A Woman of Intelligence: A Novel by Karin Tanabe

A Woman of Intelligence: A Novel by Karin Tanabe

Author:Karin Tanabe [Tanabe, Karin]
Language: eng
Format: epub
ISBN: 9781250231505
Amazon: 1250231507
Publisher: St. Martin's Press
Published: 2021-07-19T23:00:00+00:00


CHAPTER 20

“I hope you don’t mind me saying this, but you’re quite different from the other women I’ve met in the party.” I was speaking quietly, even though Ava had told me when we entered the McCord Cafeteria on Ninety-seventh and Third Avenue that I didn’t have to. That after nine o’clock, the place was full of party members, men and women who stayed for hours carrying on the conversations they’d started in their meetings or dorms. Ava had struck me as an improbable communist when I’d met her with Jacob, but now that I’d been to a meeting and seen other party members in person, and hadn’t only read about their red eyes and horns and fangs in the newspapers, the impression was confirmed. They certainly did not look like the monsters the press made them out to be, but they definitely did not look rich, or like leading ladies of the silver screen à la Ava Newman. Over coffee, against my better judgment, I said as much.

“How so?” she asked, looking surprised.

Did Ava Newman really not see that her pointy bra and big pink smile stood out in an old T-shirt-and-ChapStick crowd? “I suppose the other women I’ve met—”

Ava began to laugh, showing off her straight white teeth. Even her tongue seemed to be the perfect color. I wondered if she believed the masses were entitled to the kind of orthodontia she’d likely received.

“Stop, really, please.” She held up her hand. “I didn’t mean to tease you. Trust me, Katharina, I know I don’t look like your average card-carrying party member. Is it the hair? Too blonde?” she asked, flicking it over her shoulder. “It’s God-given. I have no control.”

“Nope, it’s the money,” I retorted, finding my voice. “Not too blonde, too rich.” Even dressed down, Ava had a whiff of generations-old bank accounts about her. “You sound rich, you look rich, and you speak like—”

“I’ve just eaten a truffle?” she joked, puffing out her cheeks.

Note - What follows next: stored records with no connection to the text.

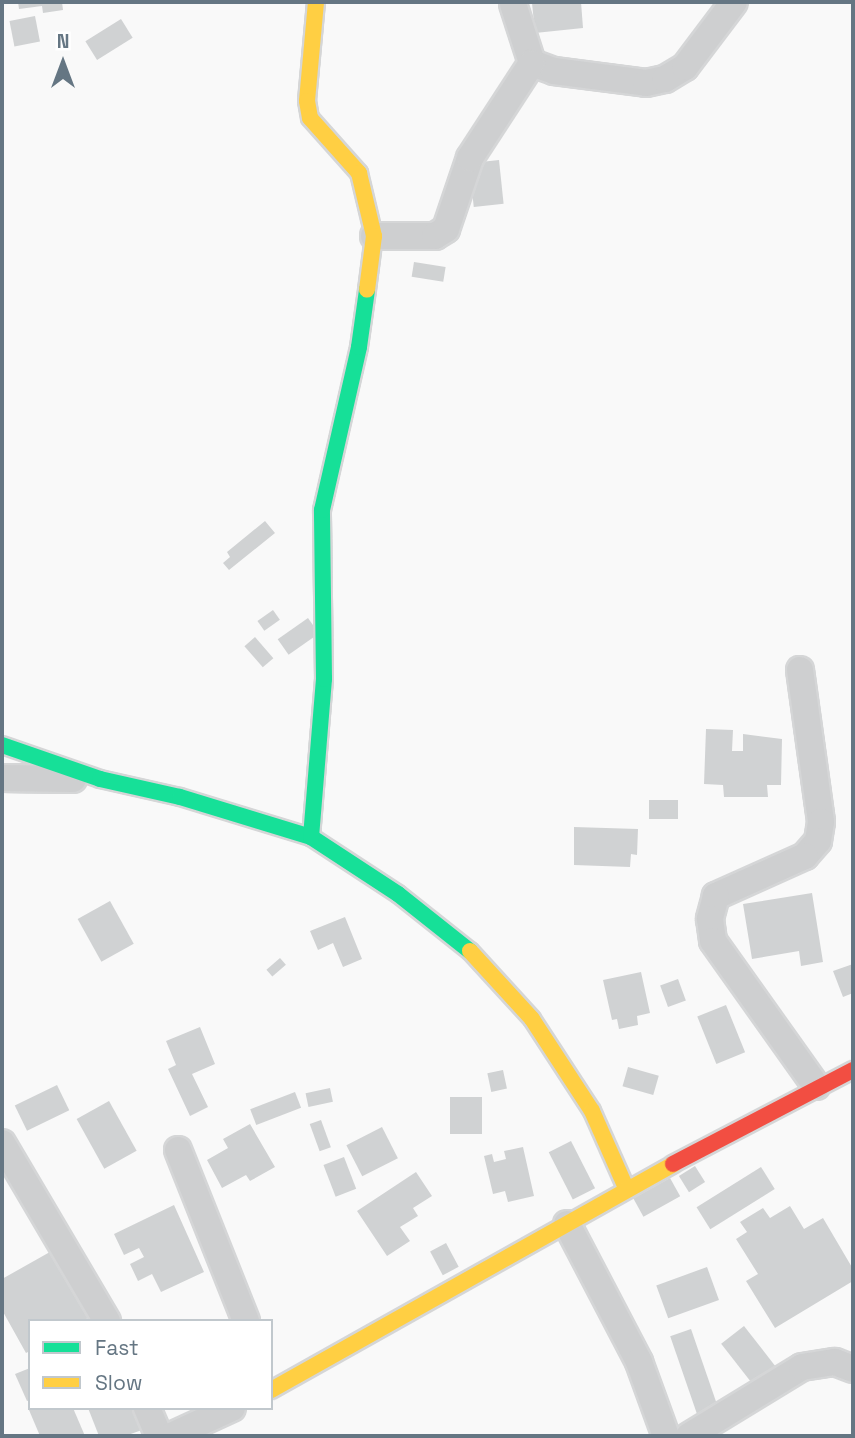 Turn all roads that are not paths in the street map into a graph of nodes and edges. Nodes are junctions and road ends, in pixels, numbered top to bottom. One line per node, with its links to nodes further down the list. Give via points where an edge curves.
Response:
1 (316, 2): 5 (street, via 307,101 310,118 359,173)
2 (734, 2): 4 (street, via 685,67 665,79 626,82)
3 (513, 4): 4 (street)
4 (532, 63): 5 (street, via 470,158 446,229 435,236)
5 (374, 236): 10 (street, via 359,347 322,510 324,679)
6 (800, 670): 12 (street, via 821,822 818,841 805,856 716,896 710,919 713,941)
7 (2, 745): 8 (street)
8 (100, 779): 9 (street); 10 (street, via 180,797)
9 (6, 781)
10 (311, 837): 15 (street, via 398,894 473,953 516,1000 592,1111)
11 (853, 1070): 12 (street)
12 (816, 1086): 15 (street)
13 (2, 1143): 17 (street)
14 (178, 1150): 18 (street)
15 (627, 1190): 16 (street)
16 (567, 1224): 20 (street); 25 (street, via 639,1362)
17 (106, 1319)
18 (245, 1319)
19 (853, 1369): 26 (street, via 835,1362 803,1367)
20 (273, 1385)
21 (147, 1410): 23 (street)
22 (228, 1410): 24 (street)
23 (159, 1436)
24 (171, 1436)
25 (666, 1436)
26 (689, 1436)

“I know rich people. I married one,” I continued. “So, if you’re not rich, you’re very good at giving the impression that you are.”

“I’m not,” she said, smiling. “My father is. House in Newport. Mayflower ancestors and all that. But he’s also a union supporter and unbeknownst to most, a communist.”

“Now this,” I said, signaling to the waitress for more coffee, “is a story I’d love to hear.”

“It’s just your average Darien, Connecticut, Methodist-mining-executive-turns-communist story. Don’t you know one or two of those?”

“Can’t say that I do.”

“You should get out more.”

“That’s the understatement of the century.”

Ava eyed me curiously. “I can see why Jacob liked you so much.”

“Did he like me? I suppose he did.” I thought back to the nights—and days—we’d spent tangled in bed together. To the conversations that shifted seamlessly among English, Russian, and German, touching on food, history, the weather, the war, though never, I realized with a start, political ideology.

“Of course,” she insisted. “That was quite apparent when he saw you. He was looking at a woman he’d loved.